Former NFL player diagnosed with CTE before death
Help me understand this.
Ex-NFL player confirmed as first case of living person identified with CTE
CTE has been seen in people as young as 17, but symptoms do not generally begin appearing until years after the onset of head impacts.
Was he the 17year old?????????????????????????
http://www.cnn.com/2017/11/16/health/cte-confirmed-in-first-living-person-bn/index.html
What is CTE | Chronic Traumatic Encephalopathy
Early symptoms of CTE usually appear in a patient's late 20s or 30s, and affect a patient's mood and behavior. Some common changes seen include impulse control problems, aggression, depression, and paranoia.
CTE has been seen in people as young as 17, but symptoms do not generally begin appearing until years after the onset of head impacts.

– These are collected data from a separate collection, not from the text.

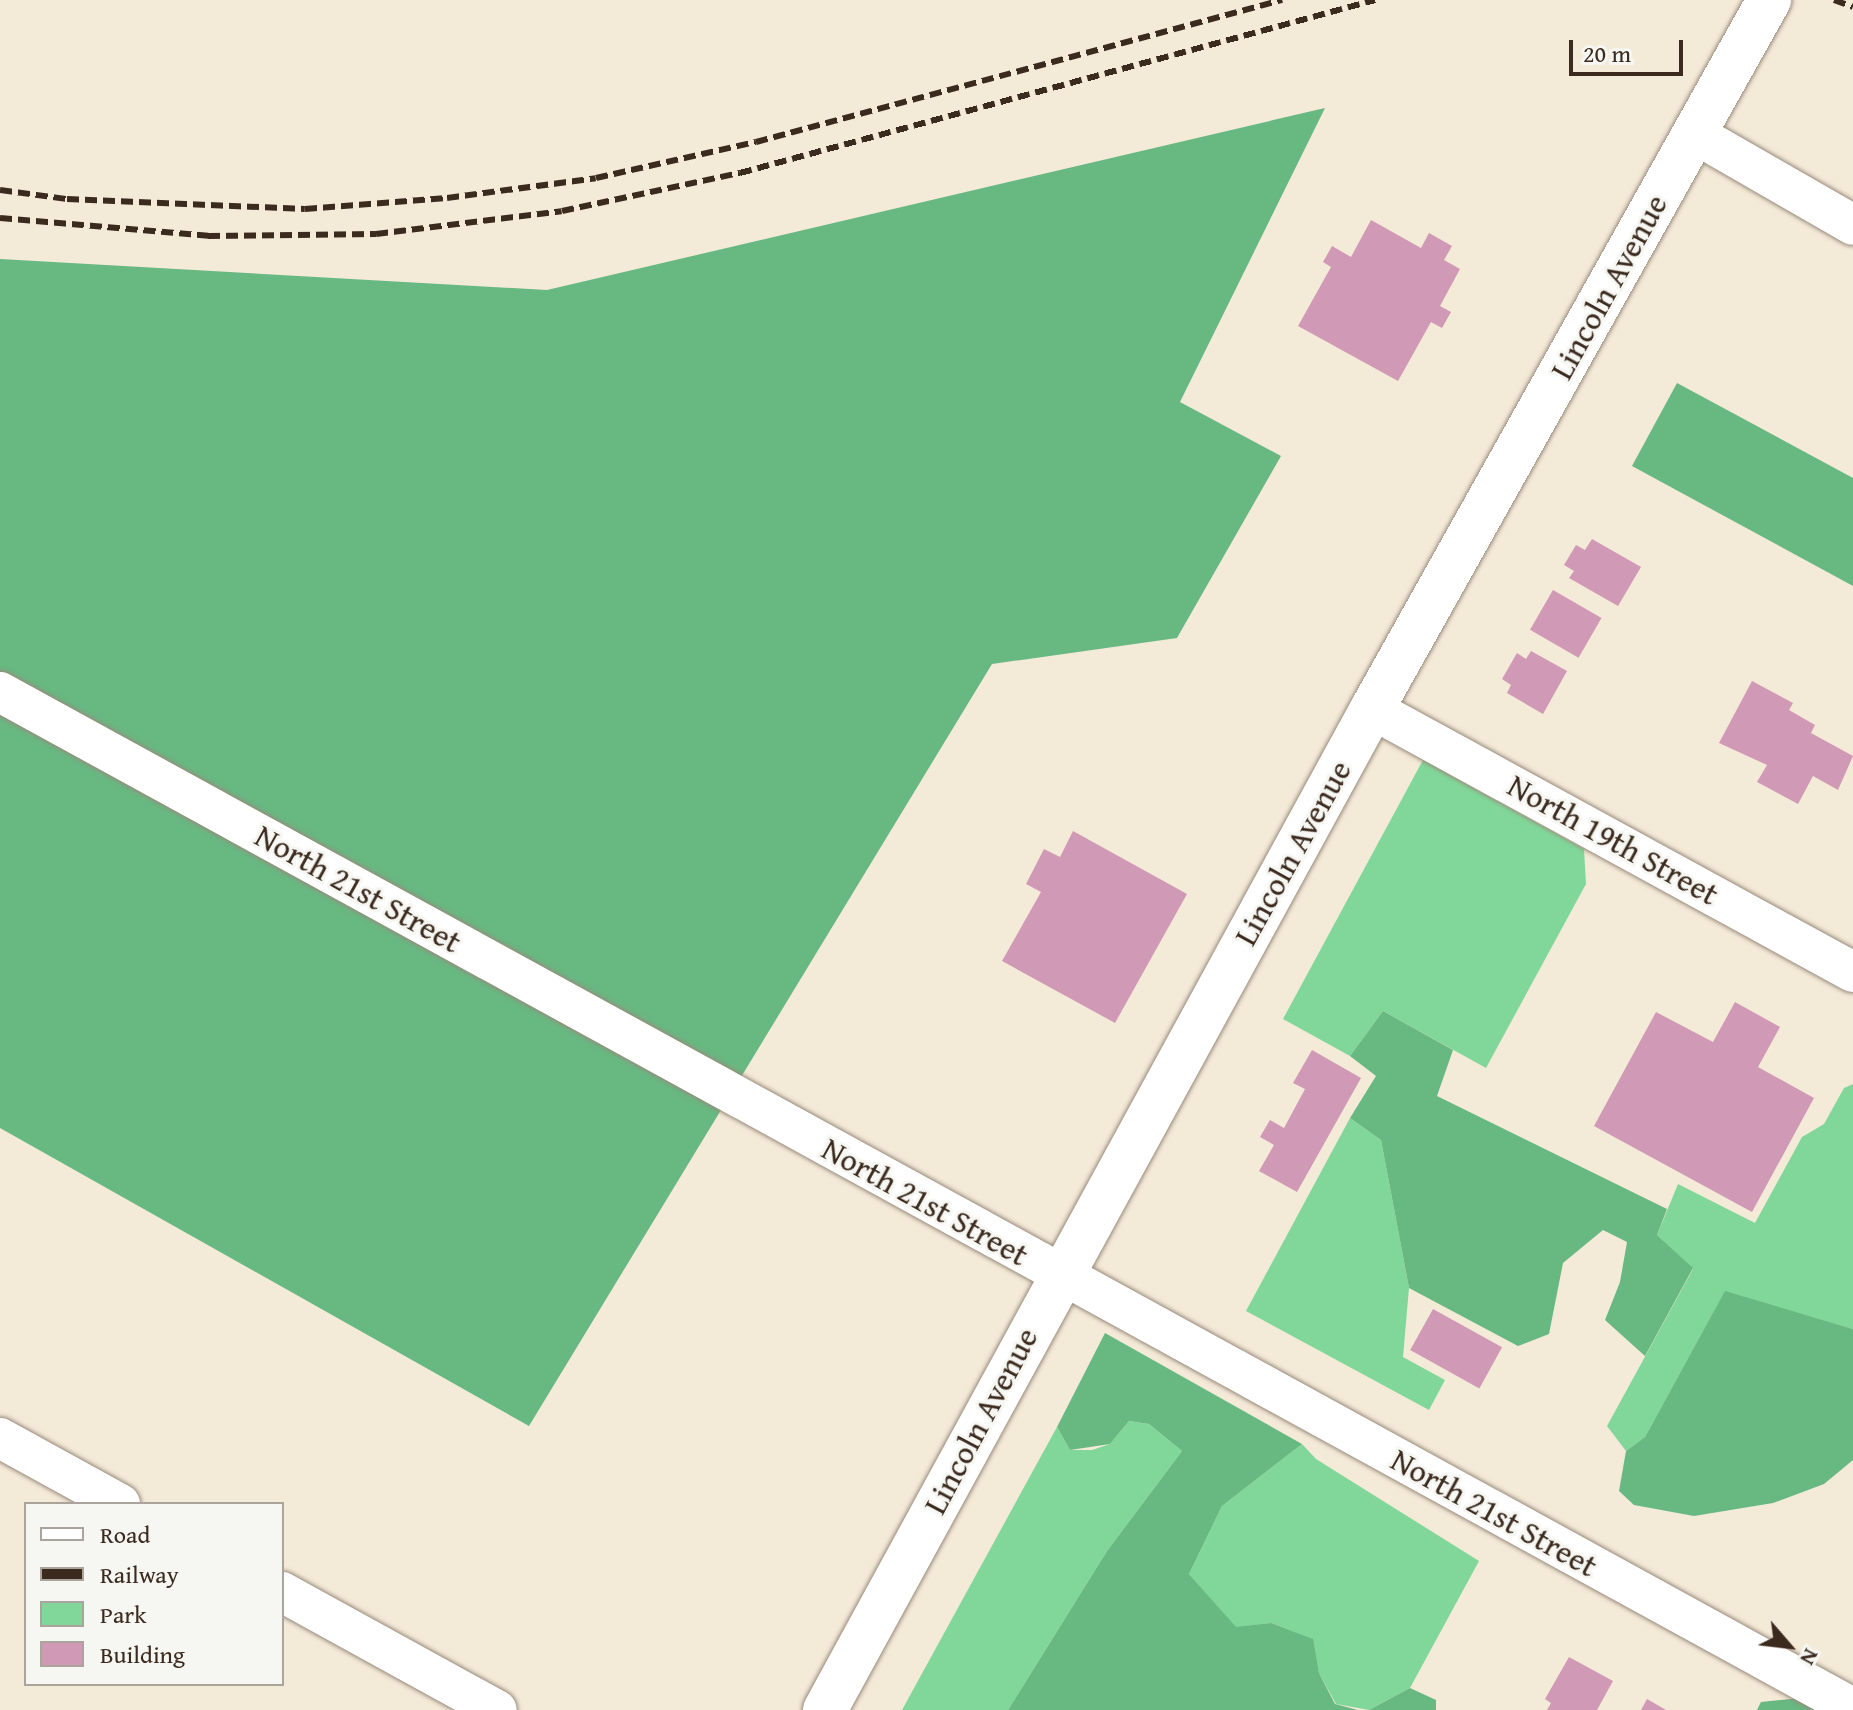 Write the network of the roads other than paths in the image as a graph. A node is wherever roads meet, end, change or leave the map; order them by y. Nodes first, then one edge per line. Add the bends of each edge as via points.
1 (1769, 0) edge
2 (1695, 134) junction
3 (1853, 225) edge
4 (0, 692) edge
5 (1372, 709) junction
6 (1853, 972) edge
7 (1060, 1276) junction
8 (0, 1438) edge
9 (116, 1502) edge
10 (284, 1593) edge
11 (1853, 1708) edge
12 (497, 1710) edge
13 (825, 1710) edge

1 - 2 street, Lincoln Avenue
2 - 3 street
2 - 5 street, Lincoln Avenue
4 - 7 street, North 21st Street
5 - 6 street, North 19th Street
5 - 7 street, Lincoln Avenue
7 - 11 street, North 21st Street
7 - 13 street, Lincoln Avenue
8 - 9 street
10 - 12 street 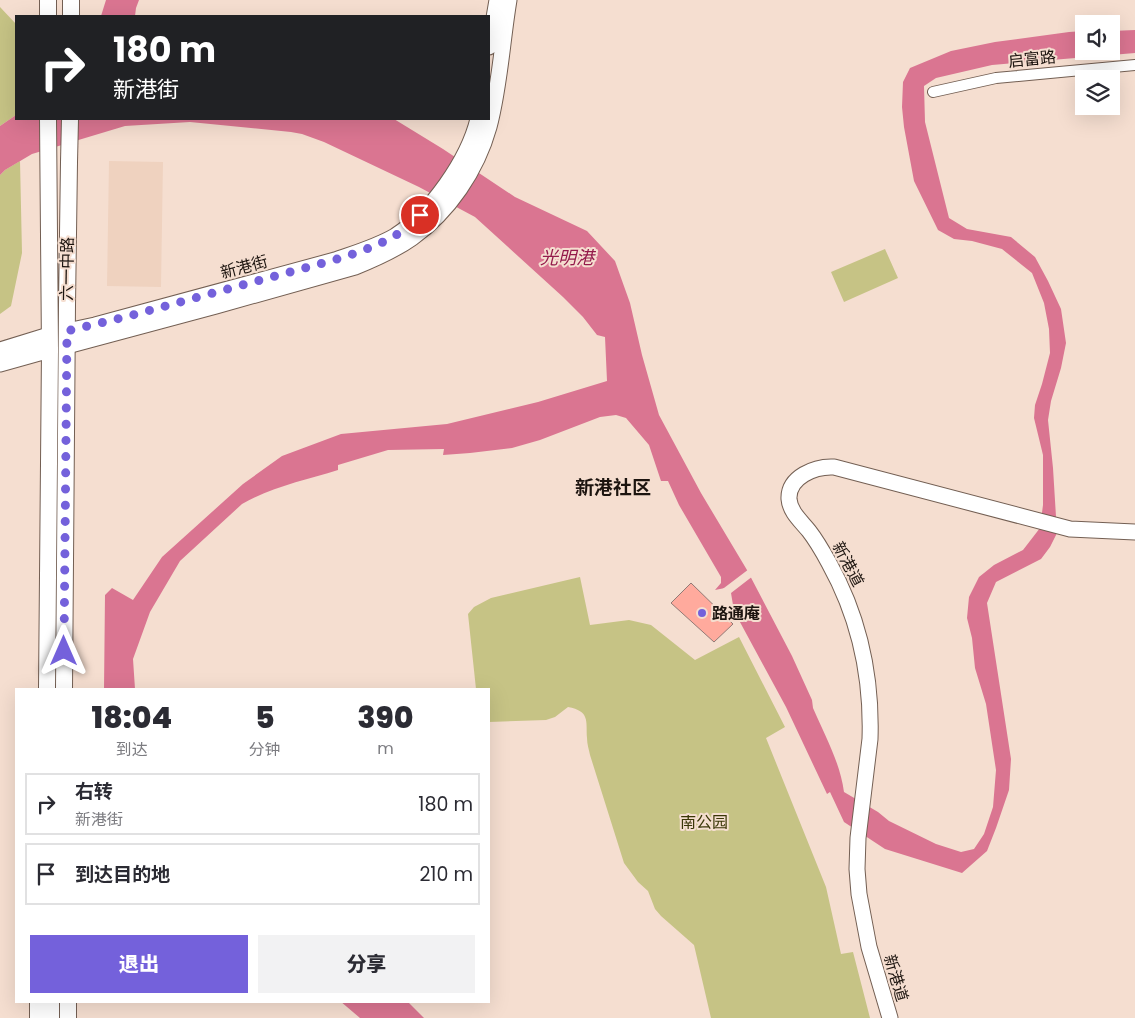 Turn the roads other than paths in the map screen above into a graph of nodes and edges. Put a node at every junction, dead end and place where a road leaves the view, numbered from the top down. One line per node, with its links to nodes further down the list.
1 (48, 0): 5 (main road)
2 (71, 0): 6 (main road)
3 (497, 0): 7 (street)
4 (510, 0): 13 (street)
5 (48, 15)
6 (71, 15)
7 (490, 40)
8 (1135, 64): 9 (street, 启富路)
9 (932, 92)
10 (48, 120): 15 (main road, 六一中路)
11 (70, 120): 14 (main road, 六一中路, bridge)
12 (478, 120): 13 (street)
13 (471, 156): 14 (street, 新港街)
14 (67, 339): 15 (main road); 20 (main road, 六一中路)
15 (50, 342): 16 (street); 17 (street); 19 (main road, 六一中路)
16 (0, 350)
17 (0, 364)
18 (1135, 532): 27 (street, 新港道)
19 (47, 688)
20 (64, 688)
21 (38, 1003): 24 (main road)
22 (51, 1003): 25 (main road)
23 (68, 1003): 26 (main road)
24 (38, 1018)
25 (51, 1018)
26 (68, 1018)
27 (890, 1018) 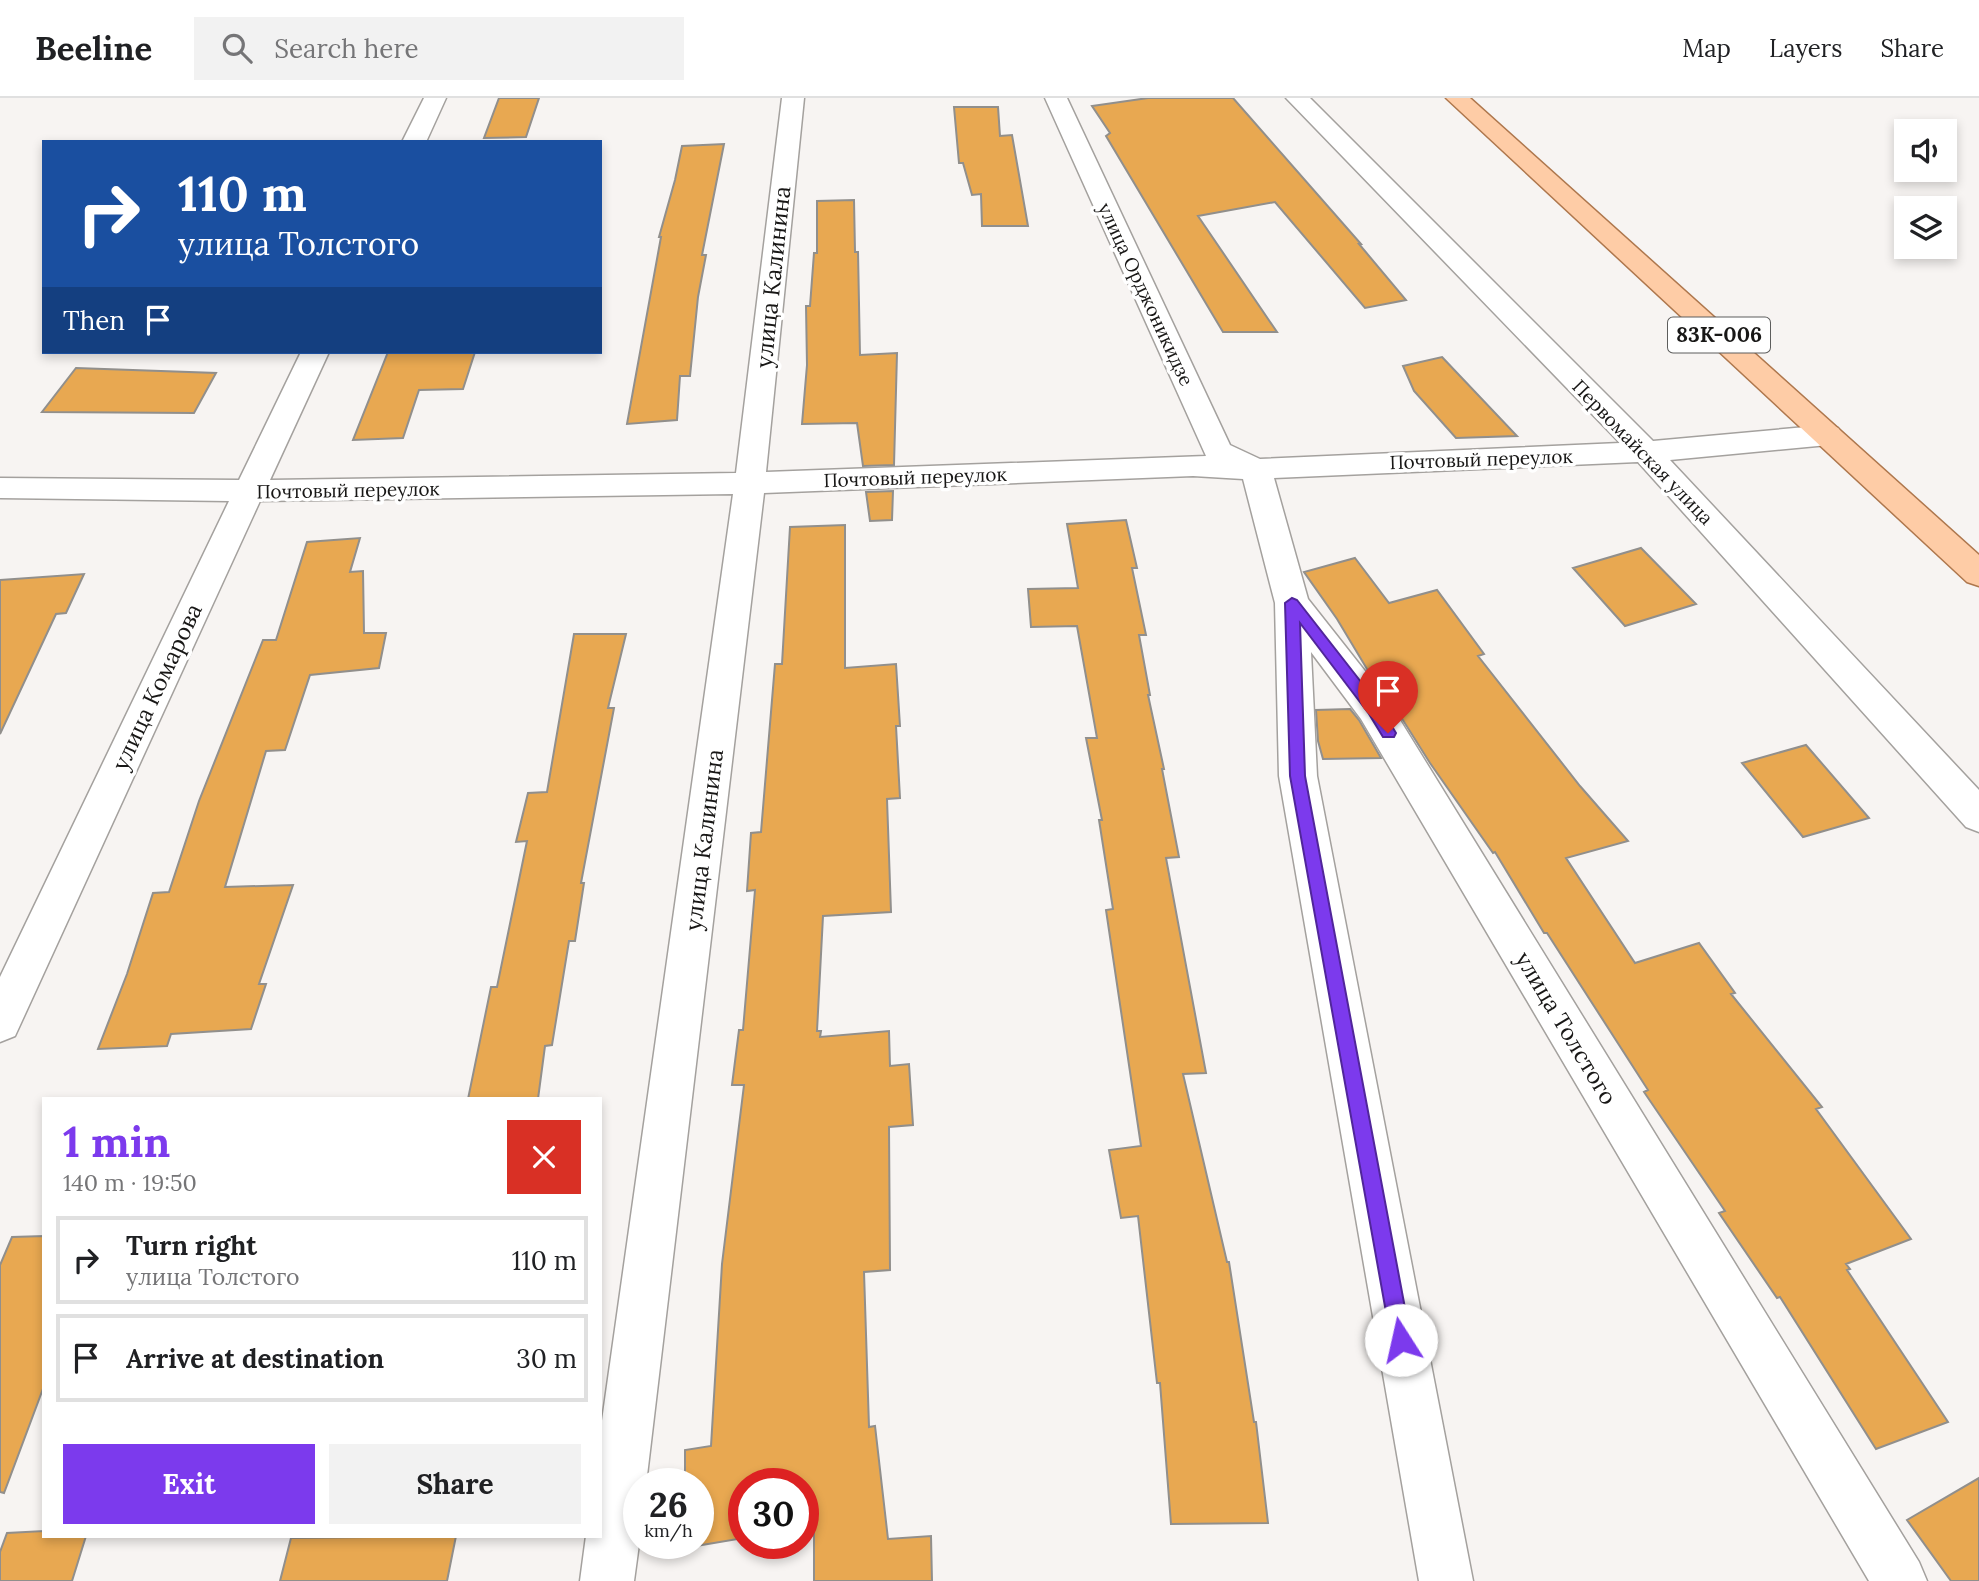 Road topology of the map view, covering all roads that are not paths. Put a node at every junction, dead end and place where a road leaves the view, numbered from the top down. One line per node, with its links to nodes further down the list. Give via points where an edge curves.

As the disease progresses, some patients may experience problems with thinking and memory, including memory loss, confusion, impaired judgment, and eventually progressive dementia. Cognitive symptoms tend to appear later than mood and behavioral symptoms, and generally first appear in a patient’s 40s or 50s. Patients may exhibit one or both symptom clusters. In some cases, symptoms worsen with time (even if the patient suffers no additional head impacts). In other cases, symptoms may be stable for years before worsening.
They say he is 1st living person with it.
Yet the site I posted make it sound as many living people have had it.
What am I over looking?
First diagnosis of a living patient. The other diagnoses came after death. Others were living with it but were misdiagnosed because the symptoms are similar to other conditions. Now the doctor that discovered CTE is working to raise money for a clinical trial to see if the initial findings will be replicated.
lots of people live with it until they die.
The question is how many in the general population have it vs NFL players or other athletes prone to head trauma. Right now they are primarily doing autopsies on the athlete population. Even if 90% show it post mortem what if the general population shows it at a similar rate? It's self selecting data-the symptomatic or those more exposed to the trauma are most likely to volunteer their brains.
I didn't read the piece, but I think it's nearly impossible to detect outside of an autopsy, isn't it? So being able to diagnose this in a living person would be a huge breakthrough.
@"MaroonBells" said: I didn't read the piece, but I think it's nearly impossible to detect outside of an autopsy, isn't it? So being able to diagnose this in a living person would be a huge breakthrough.It could literally be a game changer. If they can find markers that make people more predisposed to the disease they could be eliminating future stars from the game before they ever get a chance to play a down.
Or what if they start finding it in violent crime suspects and it becomes a viable defense, you have to know that's likely if they can diagnose it before death, even if it's full effects can't be determined.
Does all of this mean the eventual demise of football as we know it? Would that bother anyone? Is my entertainment more valuable than someone’s health?
Those are all questions that will eventually have to be answered. I know a lot of people have the mindset that nobody is forced to play the game. But, those are usually people who don’t have anything to lose by others playing the game.
My youngest son sustained a concussion in middle school football. It was about 4 games into the season, he missed the remaining 5 games. The next season he blew his knee out.
Those two injuries set him back tremdously in school. His grades suffered, he was depressed. It has taken his entire sophomore year and now almost half of his junior year to pull his grades back up to where he was in middle school. It’s been tough.
When he decided not to play football after his freshman year, we were good with that.